Task details
Write the lines below out exactly, dropping each picture.

Saved entries:

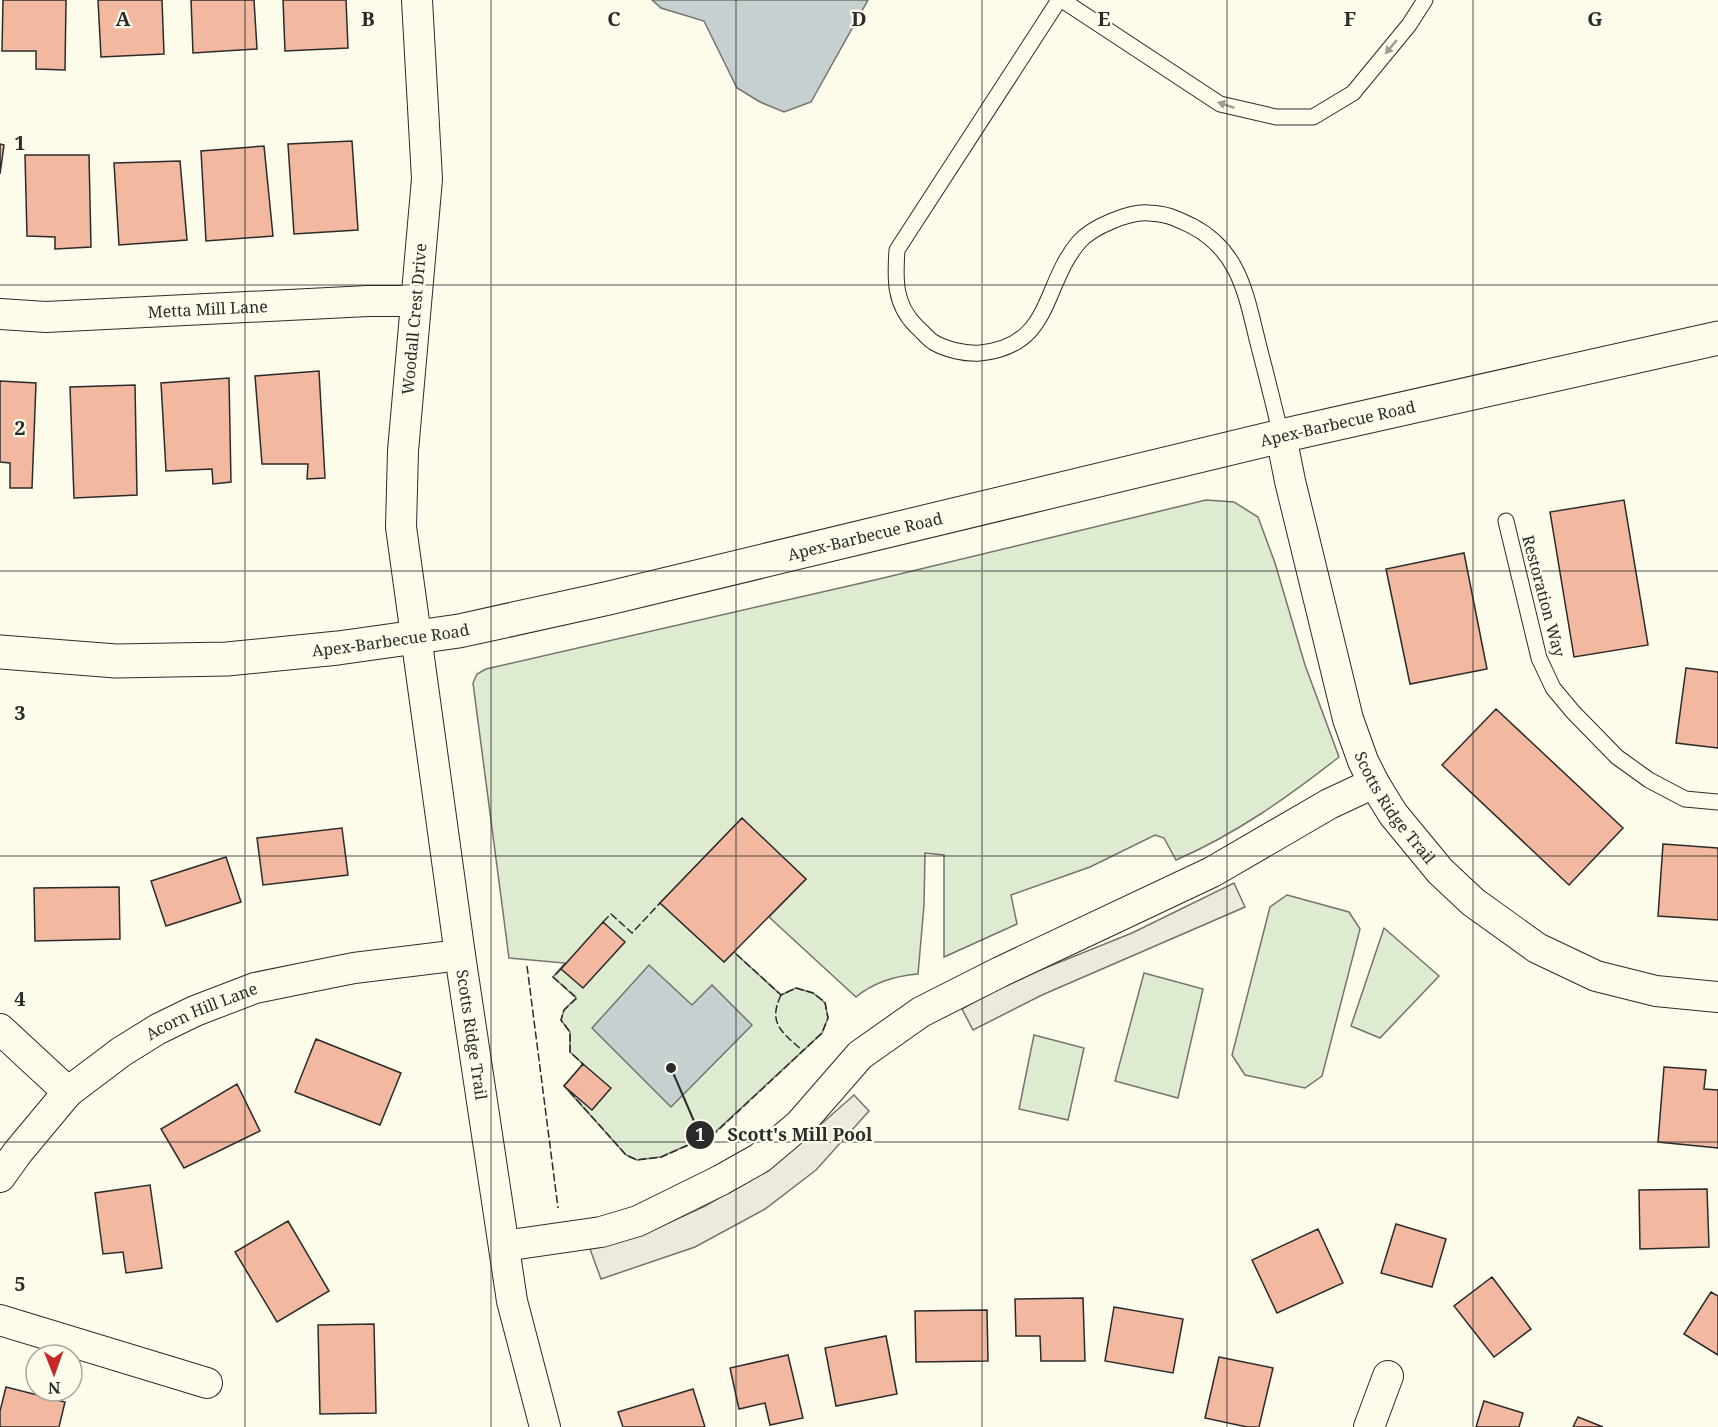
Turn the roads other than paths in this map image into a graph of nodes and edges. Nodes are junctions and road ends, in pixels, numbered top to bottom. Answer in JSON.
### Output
{"nodes":[{"id":1,"x":417,"y":0,"type":"edge"},
{"id":2,"x":1060,"y":0,"type":"edge"},
{"id":3,"x":1425,"y":0,"type":"edge"},
{"id":4,"x":415,"y":301,"type":"junction"},
{"id":5,"x":0,"y":314,"type":"edge"},
{"id":6,"x":1718,"y":338,"type":"edge"},
{"id":7,"x":1281,"y":436,"type":"junction"},
{"id":8,"x":1506,"y":521,"type":"dead end"},
{"id":9,"x":417,"y":638,"type":"junction"},
{"id":10,"x":0,"y":652,"type":"edge"},
{"id":11,"x":1374,"y":783,"type":"junction"},
{"id":12,"x":1718,"y":802,"type":"edge"},
{"id":13,"x":460,"y":955,"type":"junction"},
{"id":14,"x":1718,"y":997,"type":"edge"},
{"id":15,"x":0,"y":1029,"type":"edge"},
{"id":16,"x":68,"y":1092,"type":"junction"},
{"id":17,"x":0,"y":1177,"type":"edge"},
{"id":18,"x":504,"y":1246,"type":"junction"},
{"id":19,"x":0,"y":1320,"type":"edge"},
{"id":20,"x":1388,"y":1376,"type":"dead end"},
{"id":21,"x":207,"y":1383,"type":"dead end"},
{"id":22,"x":545,"y":1427,"type":"edge"},
{"id":23,"x":1369,"y":1427,"type":"edge"}],
"edges":[{"from":1,"to":4,"type":"street","name":"Woodall Crest Drive"},
{"from":3,"to":2,"type":"lane","one_way":true},
{"from":2,"to":7,"type":"lane"},
{"from":4,"to":5,"type":"street","name":"Metta Mill Lane"},
{"from":4,"to":9,"type":"street","name":"Woodall Crest Drive"},
{"from":6,"to":7,"type":"street","name":"Apex-Barbecue Road"},
{"from":7,"to":9,"type":"street","name":"Apex-Barbecue Road"},
{"from":7,"to":11,"type":"street","name":"Scotts Ridge Trail"},
{"from":8,"to":12,"type":"lane","name":"Restoration Way"},
{"from":9,"to":10,"type":"street","name":"Apex-Barbecue Road"},
{"from":9,"to":13,"type":"street","name":"Scotts Ridge Trail"},
{"from":11,"to":14,"type":"street","name":"Scotts Ridge Trail"},
{"from":11,"to":18,"type":"street"},
{"from":13,"to":16,"type":"street","name":"Acorn Hill Lane"},
{"from":13,"to":18,"type":"street","name":"Scotts Ridge Trail"},
{"from":15,"to":16,"type":"street"},
{"from":16,"to":17,"type":"street","name":"Acorn Hill Lane"},
{"from":18,"to":22,"type":"street","name":"Scotts Ridge Trail"},
{"from":19,"to":21,"type":"street"},
{"from":20,"to":23,"type":"street"}]}
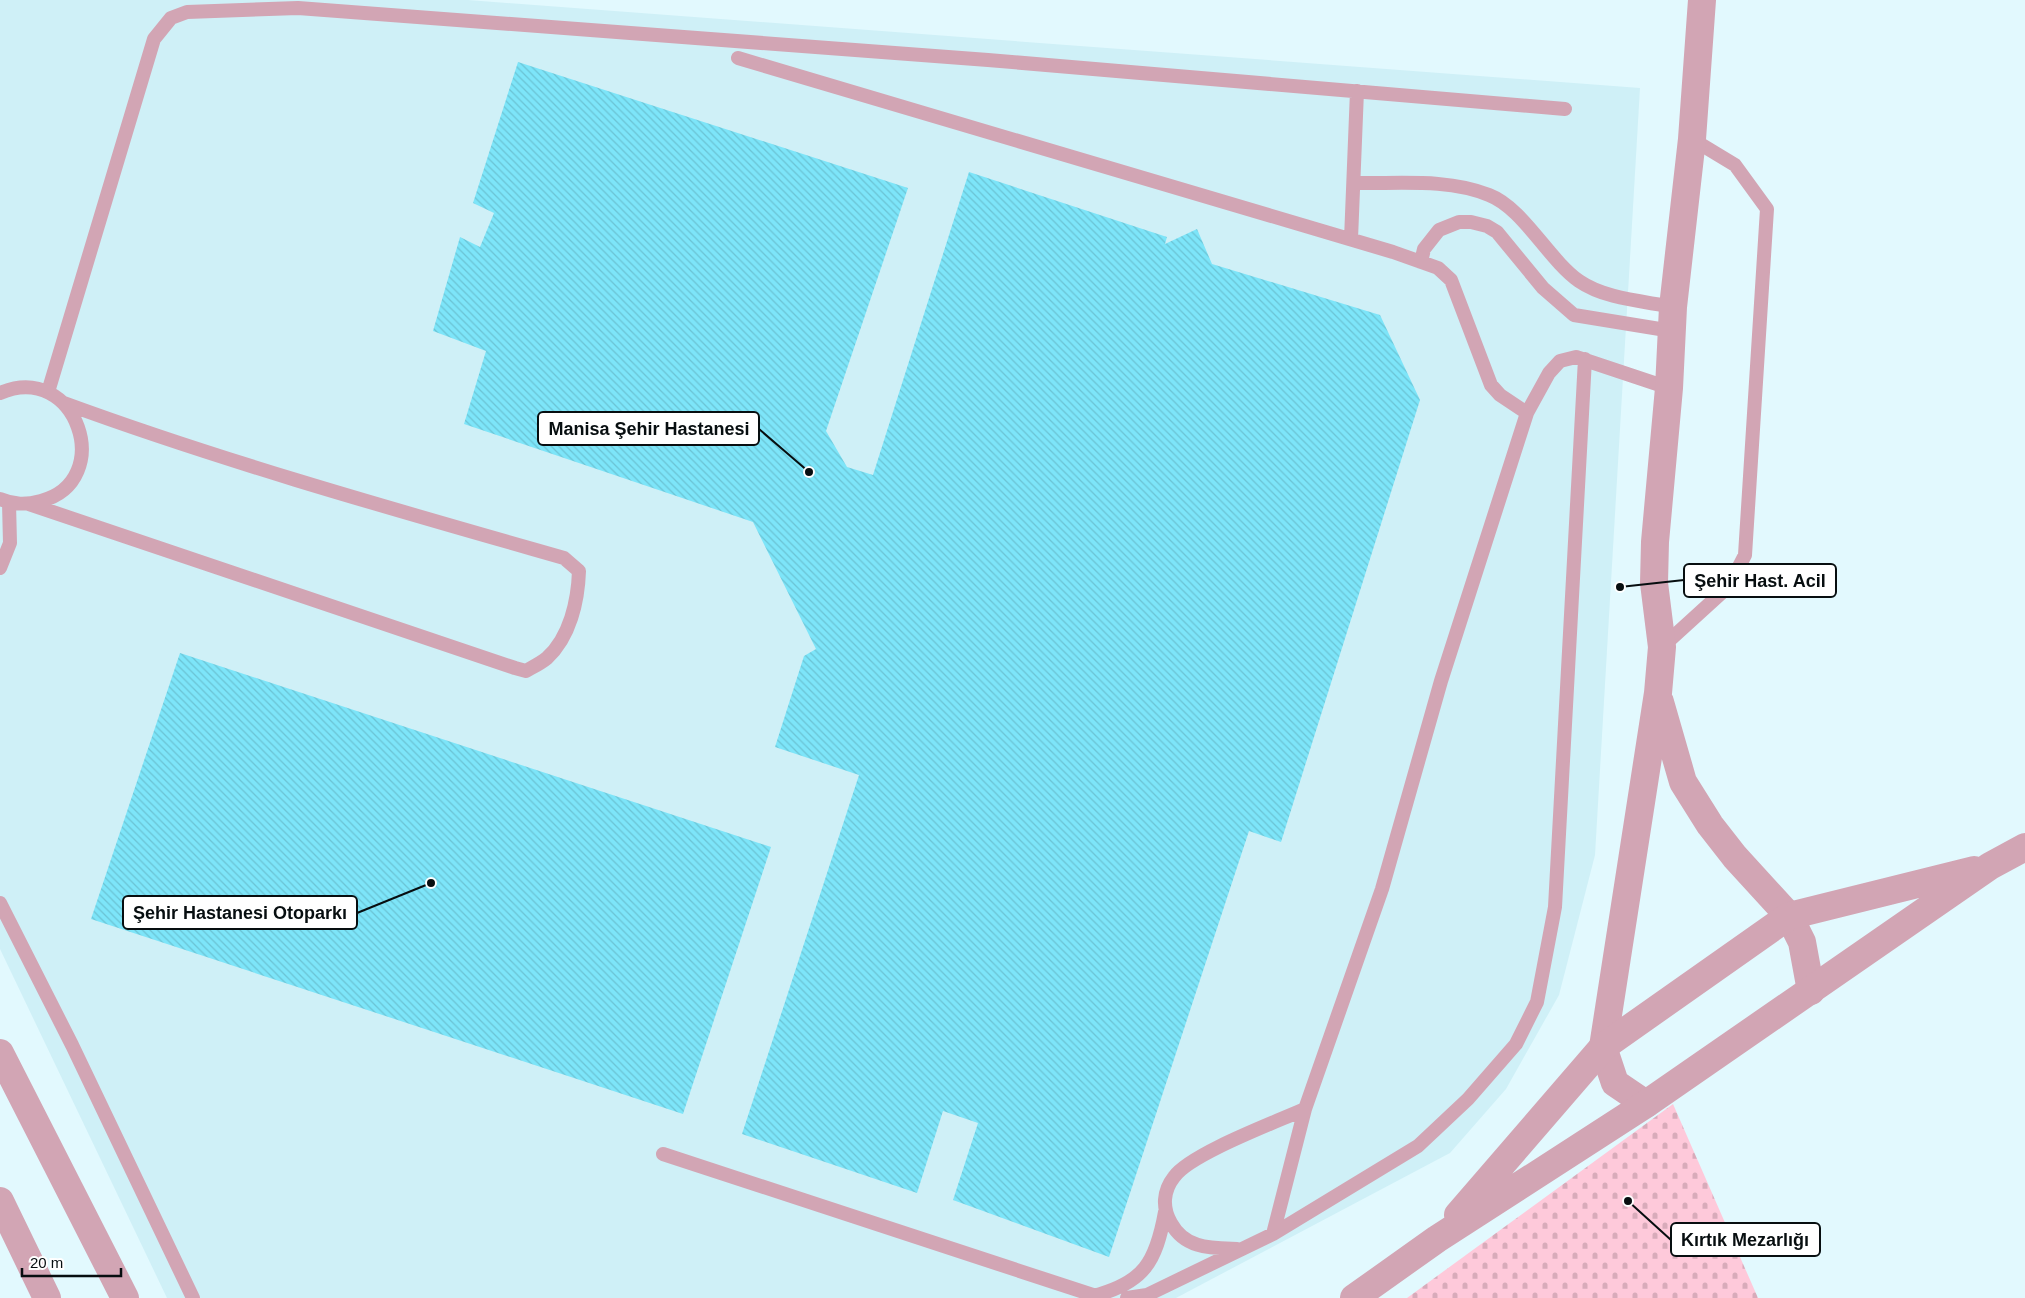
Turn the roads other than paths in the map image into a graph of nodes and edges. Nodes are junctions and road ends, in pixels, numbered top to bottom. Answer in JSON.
{"nodes":[{"id":1,"x":1702,"y":0,"type":"edge"},
{"id":2,"x":738,"y":58,"type":"dead end"},
{"id":3,"x":1358,"y":91,"type":"junction"},
{"id":4,"x":1565,"y":109,"type":"dead end"},
{"id":5,"x":1692,"y":139,"type":"junction"},
{"id":6,"x":1354,"y":183,"type":"junction"},
{"id":7,"x":1351,"y":239,"type":"junction"},
{"id":8,"x":1421,"y":262,"type":"junction"},
{"id":9,"x":1673,"y":319,"type":"junction"},
{"id":10,"x":1585,"y":359,"type":"junction"},
{"id":11,"x":1669,"y":388,"type":"junction"},
{"id":12,"x":3,"y":390,"type":"edge"},
{"id":13,"x":48,"y":392,"type":"junction"},
{"id":14,"x":64,"y":403,"type":"junction"},
{"id":15,"x":1527,"y":413,"type":"junction"},
{"id":16,"x":5,"y":501,"type":"edge"},
{"id":17,"x":29,"y":504,"type":"junction"},
{"id":18,"x":0,"y":568,"type":"edge"},
{"id":19,"x":1662,"y":648,"type":"junction"},
{"id":20,"x":1658,"y":693,"type":"junction"},
{"id":21,"x":2025,"y":847,"type":"edge"},
{"id":22,"x":1990,"y":866,"type":"junction"},
{"id":23,"x":0,"y":902,"type":"edge"},
{"id":24,"x":1789,"y":916,"type":"junction"},
{"id":25,"x":1811,"y":991,"type":"junction"},
{"id":26,"x":1603,"y":1047,"type":"junction"},
{"id":27,"x":0,"y":1053,"type":"edge"},
{"id":28,"x":1646,"y":1104,"type":"junction"},
{"id":29,"x":1305,"y":1109,"type":"junction"},
{"id":30,"x":663,"y":1154,"type":"dead end"},
{"id":31,"x":0,"y":1201,"type":"edge"},
{"id":32,"x":1165,"y":1212,"type":"junction"},
{"id":33,"x":1273,"y":1234,"type":"junction"},
{"id":34,"x":1438,"y":1239,"type":"junction"},
{"id":35,"x":1241,"y":1249,"type":"junction"},
{"id":36,"x":1097,"y":1297,"type":"edge"},
{"id":37,"x":47,"y":1298,"type":"edge"},
{"id":38,"x":125,"y":1298,"type":"edge"},
{"id":39,"x":193,"y":1298,"type":"edge"},
{"id":40,"x":1127,"y":1298,"type":"edge"},
{"id":41,"x":1354,"y":1298,"type":"edge"}],
"edges":[{"from":1,"to":5,"type":"street"},
{"from":2,"to":7,"type":"lane"},
{"from":3,"to":4,"type":"lane"},
{"from":3,"to":6,"type":"lane"},
{"from":3,"to":13,"type":"lane"},
{"from":5,"to":9,"type":"street"},
{"from":5,"to":19,"type":"lane"},
{"from":6,"to":7,"type":"lane"},
{"from":6,"to":9,"type":"lane"},
{"from":7,"to":8,"type":"lane"},
{"from":8,"to":9,"type":"lane"},
{"from":8,"to":15,"type":"lane"},
{"from":9,"to":11,"type":"street"},
{"from":10,"to":11,"type":"lane"},
{"from":10,"to":15,"type":"lane"},
{"from":10,"to":33,"type":"lane"},
{"from":11,"to":19,"type":"street"},
{"from":12,"to":13,"type":"lane"},
{"from":13,"to":14,"type":"lane"},
{"from":14,"to":17,"type":"lane"},
{"from":14,"to":17,"type":"lane"},
{"from":15,"to":29,"type":"lane"},
{"from":16,"to":17,"type":"lane"},
{"from":16,"to":18,"type":"lane"},
{"from":19,"to":20,"type":"street"},
{"from":20,"to":24,"type":"street"},
{"from":20,"to":26,"type":"street"},
{"from":21,"to":22,"type":"street"},
{"from":22,"to":24,"type":"street"},
{"from":22,"to":25,"type":"street"},
{"from":23,"to":39,"type":"lane"},
{"from":24,"to":25,"type":"street"},
{"from":24,"to":26,"type":"street"},
{"from":25,"to":28,"type":"street"},
{"from":26,"to":28,"type":"street"},
{"from":26,"to":34,"type":"street"},
{"from":27,"to":38,"type":"street"},
{"from":28,"to":34,"type":"street"},
{"from":29,"to":32,"type":"lane"},
{"from":29,"to":33,"type":"lane"},
{"from":30,"to":36,"type":"lane"},
{"from":31,"to":37,"type":"street"},
{"from":32,"to":35,"type":"lane"},
{"from":32,"to":36,"type":"lane"},
{"from":33,"to":35,"type":"lane"},
{"from":34,"to":41,"type":"street"},
{"from":35,"to":40,"type":"lane"}]}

Finished exercise
Turn the roads other than paths in this map image into a graph of nodes and edges. Nodes are junctions and road ends, in pixels, numbered top to bottom. Answer in JSON.
### Output
{"nodes":[{"id":1,"x":417,"y":0,"type":"edge"},
{"id":2,"x":1060,"y":0,"type":"edge"},
{"id":3,"x":1425,"y":0,"type":"edge"},
{"id":4,"x":415,"y":301,"type":"junction"},
{"id":5,"x":0,"y":314,"type":"edge"},
{"id":6,"x":1718,"y":338,"type":"edge"},
{"id":7,"x":1281,"y":436,"type":"junction"},
{"id":8,"x":1506,"y":521,"type":"dead end"},
{"id":9,"x":417,"y":638,"type":"junction"},
{"id":10,"x":0,"y":652,"type":"edge"},
{"id":11,"x":1374,"y":783,"type":"junction"},
{"id":12,"x":1718,"y":802,"type":"edge"},
{"id":13,"x":460,"y":955,"type":"junction"},
{"id":14,"x":1718,"y":997,"type":"edge"},
{"id":15,"x":0,"y":1029,"type":"edge"},
{"id":16,"x":68,"y":1092,"type":"junction"},
{"id":17,"x":0,"y":1177,"type":"edge"},
{"id":18,"x":504,"y":1246,"type":"junction"},
{"id":19,"x":0,"y":1320,"type":"edge"},
{"id":20,"x":1388,"y":1376,"type":"dead end"},
{"id":21,"x":207,"y":1383,"type":"dead end"},
{"id":22,"x":545,"y":1427,"type":"edge"},
{"id":23,"x":1369,"y":1427,"type":"edge"}],
"edges":[{"from":1,"to":4,"type":"street","name":"Woodall Crest Drive"},
{"from":3,"to":2,"type":"lane","one_way":true},
{"from":2,"to":7,"type":"lane"},
{"from":4,"to":5,"type":"street","name":"Metta Mill Lane"},
{"from":4,"to":9,"type":"street","name":"Woodall Crest Drive"},
{"from":6,"to":7,"type":"street","name":"Apex-Barbecue Road"},
{"from":7,"to":9,"type":"street","name":"Apex-Barbecue Road"},
{"from":7,"to":11,"type":"street","name":"Scotts Ridge Trail"},
{"from":8,"to":12,"type":"lane","name":"Restoration Way"},
{"from":9,"to":10,"type":"street","name":"Apex-Barbecue Road"},
{"from":9,"to":13,"type":"street","name":"Scotts Ridge Trail"},
{"from":11,"to":14,"type":"street","name":"Scotts Ridge Trail"},
{"from":11,"to":18,"type":"street"},
{"from":13,"to":16,"type":"street","name":"Acorn Hill Lane"},
{"from":13,"to":18,"type":"street","name":"Scotts Ridge Trail"},
{"from":15,"to":16,"type":"street"},
{"from":16,"to":17,"type":"street","name":"Acorn Hill Lane"},
{"from":18,"to":22,"type":"street","name":"Scotts Ridge Trail"},
{"from":19,"to":21,"type":"street"},
{"from":20,"to":23,"type":"street"}]}
Turn the roads other than paths in the map image into a graph of nodes and edges. Nodes are junctions and road ends, in pixels, numbered top to bottom. Answer in JSON.
{"nodes":[{"id":1,"x":1702,"y":0,"type":"edge"},
{"id":2,"x":738,"y":58,"type":"dead end"},
{"id":3,"x":1358,"y":91,"type":"junction"},
{"id":4,"x":1565,"y":109,"type":"dead end"},
{"id":5,"x":1692,"y":139,"type":"junction"},
{"id":6,"x":1354,"y":183,"type":"junction"},
{"id":7,"x":1351,"y":239,"type":"junction"},
{"id":8,"x":1421,"y":262,"type":"junction"},
{"id":9,"x":1673,"y":319,"type":"junction"},
{"id":10,"x":1585,"y":359,"type":"junction"},
{"id":11,"x":1669,"y":388,"type":"junction"},
{"id":12,"x":3,"y":390,"type":"edge"},
{"id":13,"x":48,"y":392,"type":"junction"},
{"id":14,"x":64,"y":403,"type":"junction"},
{"id":15,"x":1527,"y":413,"type":"junction"},
{"id":16,"x":5,"y":501,"type":"edge"},
{"id":17,"x":29,"y":504,"type":"junction"},
{"id":18,"x":0,"y":568,"type":"edge"},
{"id":19,"x":1662,"y":648,"type":"junction"},
{"id":20,"x":1658,"y":693,"type":"junction"},
{"id":21,"x":2025,"y":847,"type":"edge"},
{"id":22,"x":1990,"y":866,"type":"junction"},
{"id":23,"x":0,"y":902,"type":"edge"},
{"id":24,"x":1789,"y":916,"type":"junction"},
{"id":25,"x":1811,"y":991,"type":"junction"},
{"id":26,"x":1603,"y":1047,"type":"junction"},
{"id":27,"x":0,"y":1053,"type":"edge"},
{"id":28,"x":1646,"y":1104,"type":"junction"},
{"id":29,"x":1305,"y":1109,"type":"junction"},
{"id":30,"x":663,"y":1154,"type":"dead end"},
{"id":31,"x":0,"y":1201,"type":"edge"},
{"id":32,"x":1165,"y":1212,"type":"junction"},
{"id":33,"x":1273,"y":1234,"type":"junction"},
{"id":34,"x":1438,"y":1239,"type":"junction"},
{"id":35,"x":1241,"y":1249,"type":"junction"},
{"id":36,"x":1097,"y":1297,"type":"edge"},
{"id":37,"x":47,"y":1298,"type":"edge"},
{"id":38,"x":125,"y":1298,"type":"edge"},
{"id":39,"x":193,"y":1298,"type":"edge"},
{"id":40,"x":1127,"y":1298,"type":"edge"},
{"id":41,"x":1354,"y":1298,"type":"edge"}],
"edges":[{"from":1,"to":5,"type":"street"},
{"from":2,"to":7,"type":"lane"},
{"from":3,"to":4,"type":"lane"},
{"from":3,"to":6,"type":"lane"},
{"from":3,"to":13,"type":"lane"},
{"from":5,"to":9,"type":"street"},
{"from":5,"to":19,"type":"lane"},
{"from":6,"to":7,"type":"lane"},
{"from":6,"to":9,"type":"lane"},
{"from":7,"to":8,"type":"lane"},
{"from":8,"to":9,"type":"lane"},
{"from":8,"to":15,"type":"lane"},
{"from":9,"to":11,"type":"street"},
{"from":10,"to":11,"type":"lane"},
{"from":10,"to":15,"type":"lane"},
{"from":10,"to":33,"type":"lane"},
{"from":11,"to":19,"type":"street"},
{"from":12,"to":13,"type":"lane"},
{"from":13,"to":14,"type":"lane"},
{"from":14,"to":17,"type":"lane"},
{"from":14,"to":17,"type":"lane"},
{"from":15,"to":29,"type":"lane"},
{"from":16,"to":17,"type":"lane"},
{"from":16,"to":18,"type":"lane"},
{"from":19,"to":20,"type":"street"},
{"from":20,"to":24,"type":"street"},
{"from":20,"to":26,"type":"street"},
{"from":21,"to":22,"type":"street"},
{"from":22,"to":24,"type":"street"},
{"from":22,"to":25,"type":"street"},
{"from":23,"to":39,"type":"lane"},
{"from":24,"to":25,"type":"street"},
{"from":24,"to":26,"type":"street"},
{"from":25,"to":28,"type":"street"},
{"from":26,"to":28,"type":"street"},
{"from":26,"to":34,"type":"street"},
{"from":27,"to":38,"type":"street"},
{"from":28,"to":34,"type":"street"},
{"from":29,"to":32,"type":"lane"},
{"from":29,"to":33,"type":"lane"},
{"from":30,"to":36,"type":"lane"},
{"from":31,"to":37,"type":"street"},
{"from":32,"to":35,"type":"lane"},
{"from":32,"to":36,"type":"lane"},
{"from":33,"to":35,"type":"lane"},
{"from":34,"to":41,"type":"street"},
{"from":35,"to":40,"type":"lane"}]}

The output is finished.